◆ WHAT THIS TASK INVOLVES
Here are some records; quote them exactly, leaving out the pictures.

------ PROVIDED ENTRIES ------

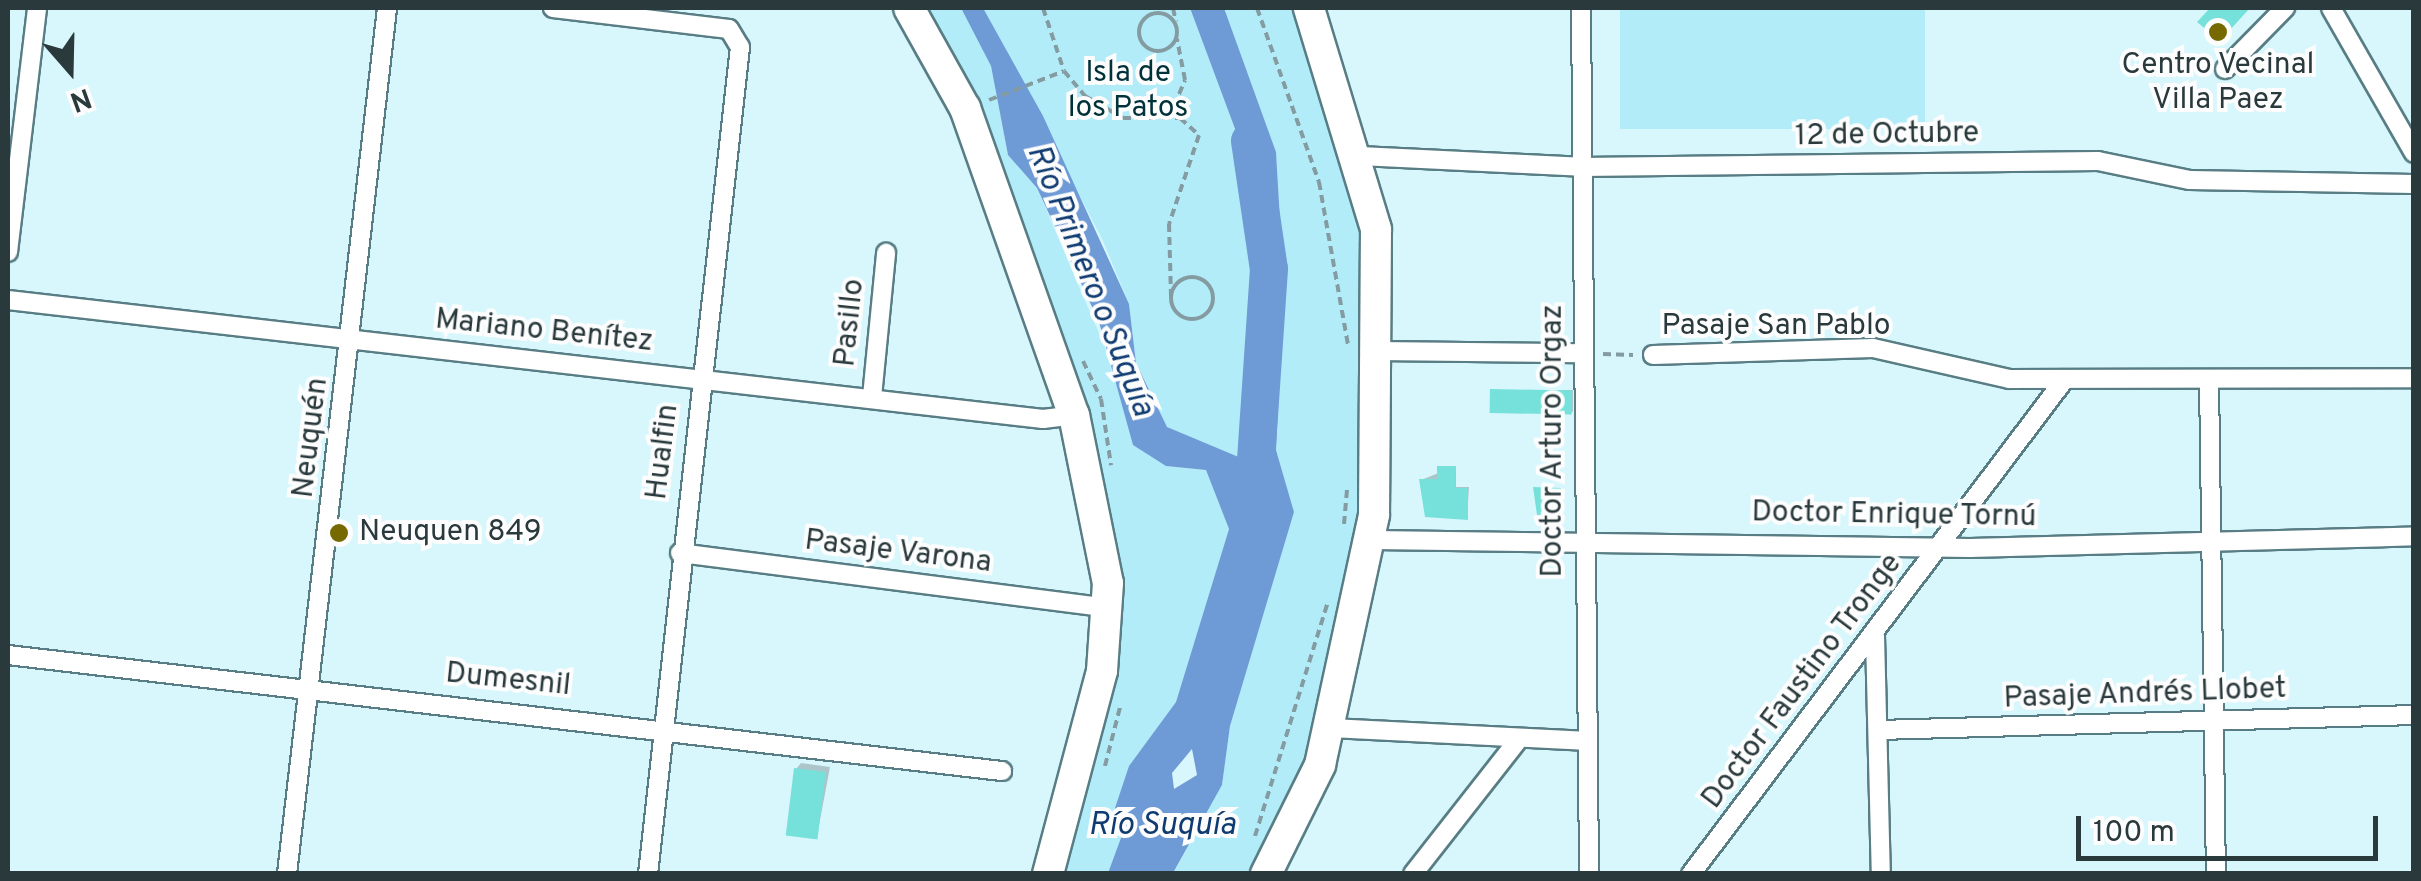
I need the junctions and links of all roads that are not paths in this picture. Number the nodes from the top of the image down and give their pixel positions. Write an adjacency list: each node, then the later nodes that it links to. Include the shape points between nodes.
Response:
1 (37, 8): 14 (street)
2 (387, 8): 17 (street, Neuquén)
3 (553, 8): 21 (street, Hualfin, via 729,29 738,38)
4 (909, 8): 26 (main road, via 965,108)
5 (1310, 8): 11 (main road)
6 (1582, 8): 12 (street, Doctor Arturo Orgaz)
7 (2284, 8): 9 (street)
8 (2331, 8): 10 (street)
9 (2225, 69)
10 (2414, 153)
11 (1360, 156): 12 (street, 12 de Octubre); 20 (main road, via 1376,228)
12 (1580, 167): 13 (street, 12 de Octubre, via 2098,160 2190,180); 18 (street, Doctor Arturo Orgaz)
13 (2414, 184)
14 (8, 252)
15 (886, 254): 25 (street, Pasillo)
16 (8, 300): 17 (street, Mariano Benítez)
17 (351, 340): 21 (street, Mariano Benítez); 36 (street, Neuquén)
18 (1581, 354): 20 (street); 29 (street, Doctor Arturo Orgaz)
19 (1653, 356): 24 (street, Pasaje San Pablo, via 1873,348 1978,374)
20 (1362, 358): 28 (main road)
21 (700, 376): 25 (street, Mariano Benítez); 32 (street, Hualfin)
22 (2209, 378): 23 (street, Pasaje San Pablo); 24 (street, Pasaje San Pablo); 30 (street)
23 (2414, 378)
24 (2066, 380): 31 (street, Doctor Faustino Tronge)
25 (872, 397): 26 (street, Mariano Benítez, via 1043,419)
26 (1074, 414): 33 (main road)
27 (2414, 536): 30 (street, Doctor Enrique Tornú)
28 (1358, 539): 29 (street, Doctor Enrique Tornú); 40 (main road)
29 (1581, 540): 31 (street, Doctor Enrique Tornú); 43 (street, Doctor Arturo Orgaz)
30 (2212, 542): 31 (street, Doctor Enrique Tornú); 38 (street)
31 (1941, 545): 34 (street, Doctor Faustino Tronge)
32 (680, 552): 33 (street, Pasaje Varona); 39 (street, Hualfin)
33 (1108, 608): 47 (main road, via 1090,728)
34 (1874, 636): 41 (street); 51 (street, Doctor Faustino Tronge)
35 (8, 655): 36 (street, Dumesnil)
36 (311, 689): 39 (street, Dumesnil); 45 (street, Neuquén)
37 (2414, 716): 38 (street, Pasaje Andrés Llobet)
38 (2214, 721): 41 (street, Pasaje Andrés Llobet); 53 (street)
39 (662, 724): 44 (street, Dumesnil); 46 (street, Hualfin)
40 (1330, 728): 42 (street); 48 (main road, via 1292,831)
41 (1878, 730): 52 (street)
42 (1518, 740): 43 (street); 49 (street)
43 (1584, 741): 50 (street, Doctor Arturo Orgaz)
44 (1002, 771)
45 (287, 874)
46 (648, 874)
47 (1048, 874)
48 (1266, 874)
49 (1413, 874)
50 (1589, 874)
51 (1692, 874)
52 (1881, 874)
53 (2216, 874)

------

◆ ANSWER SPACE
I need the junctions and links of all roads that are not paths in this picture. Number the nodes from the top of the image down and give their pixel positions. Write an adjacency list: each node, then the later nodes that it links to. Include the shape points between nodes.
Response:
1 (37, 8): 14 (street)
2 (387, 8): 17 (street, Neuquén)
3 (553, 8): 21 (street, Hualfin, via 729,29 738,38)
4 (909, 8): 26 (main road, via 965,108)
5 (1310, 8): 11 (main road)
6 (1582, 8): 12 (street, Doctor Arturo Orgaz)
7 (2284, 8): 9 (street)
8 (2331, 8): 10 (street)
9 (2225, 69)
10 (2414, 153)
11 (1360, 156): 12 (street, 12 de Octubre); 20 (main road, via 1376,228)
12 (1580, 167): 13 (street, 12 de Octubre, via 2098,160 2190,180); 18 (street, Doctor Arturo Orgaz)
13 (2414, 184)
14 (8, 252)
15 (886, 254): 25 (street, Pasillo)
16 (8, 300): 17 (street, Mariano Benítez)
17 (351, 340): 21 (street, Mariano Benítez); 36 (street, Neuquén)
18 (1581, 354): 20 (street); 29 (street, Doctor Arturo Orgaz)
19 (1653, 356): 24 (street, Pasaje San Pablo, via 1873,348 1978,374)
20 (1362, 358): 28 (main road)
21 (700, 376): 25 (street, Mariano Benítez); 32 (street, Hualfin)
22 (2209, 378): 23 (street, Pasaje San Pablo); 24 (street, Pasaje San Pablo); 30 (street)
23 (2414, 378)
24 (2066, 380): 31 (street, Doctor Faustino Tronge)
25 (872, 397): 26 (street, Mariano Benítez, via 1043,419)
26 (1074, 414): 33 (main road)
27 (2414, 536): 30 (street, Doctor Enrique Tornú)
28 (1358, 539): 29 (street, Doctor Enrique Tornú); 40 (main road)
29 (1581, 540): 31 (street, Doctor Enrique Tornú); 43 (street, Doctor Arturo Orgaz)
30 (2212, 542): 31 (street, Doctor Enrique Tornú); 38 (street)
31 (1941, 545): 34 (street, Doctor Faustino Tronge)
32 (680, 552): 33 (street, Pasaje Varona); 39 (street, Hualfin)
33 (1108, 608): 47 (main road, via 1090,728)
34 (1874, 636): 41 (street); 51 (street, Doctor Faustino Tronge)
35 (8, 655): 36 (street, Dumesnil)
36 (311, 689): 39 (street, Dumesnil); 45 (street, Neuquén)
37 (2414, 716): 38 (street, Pasaje Andrés Llobet)
38 (2214, 721): 41 (street, Pasaje Andrés Llobet); 53 (street)
39 (662, 724): 44 (street, Dumesnil); 46 (street, Hualfin)
40 (1330, 728): 42 (street); 48 (main road, via 1292,831)
41 (1878, 730): 52 (street)
42 (1518, 740): 43 (street); 49 (street)
43 (1584, 741): 50 (street, Doctor Arturo Orgaz)
44 (1002, 771)
45 (287, 874)
46 (648, 874)
47 (1048, 874)
48 (1266, 874)
49 (1413, 874)
50 (1589, 874)
51 (1692, 874)
52 (1881, 874)
53 (2216, 874)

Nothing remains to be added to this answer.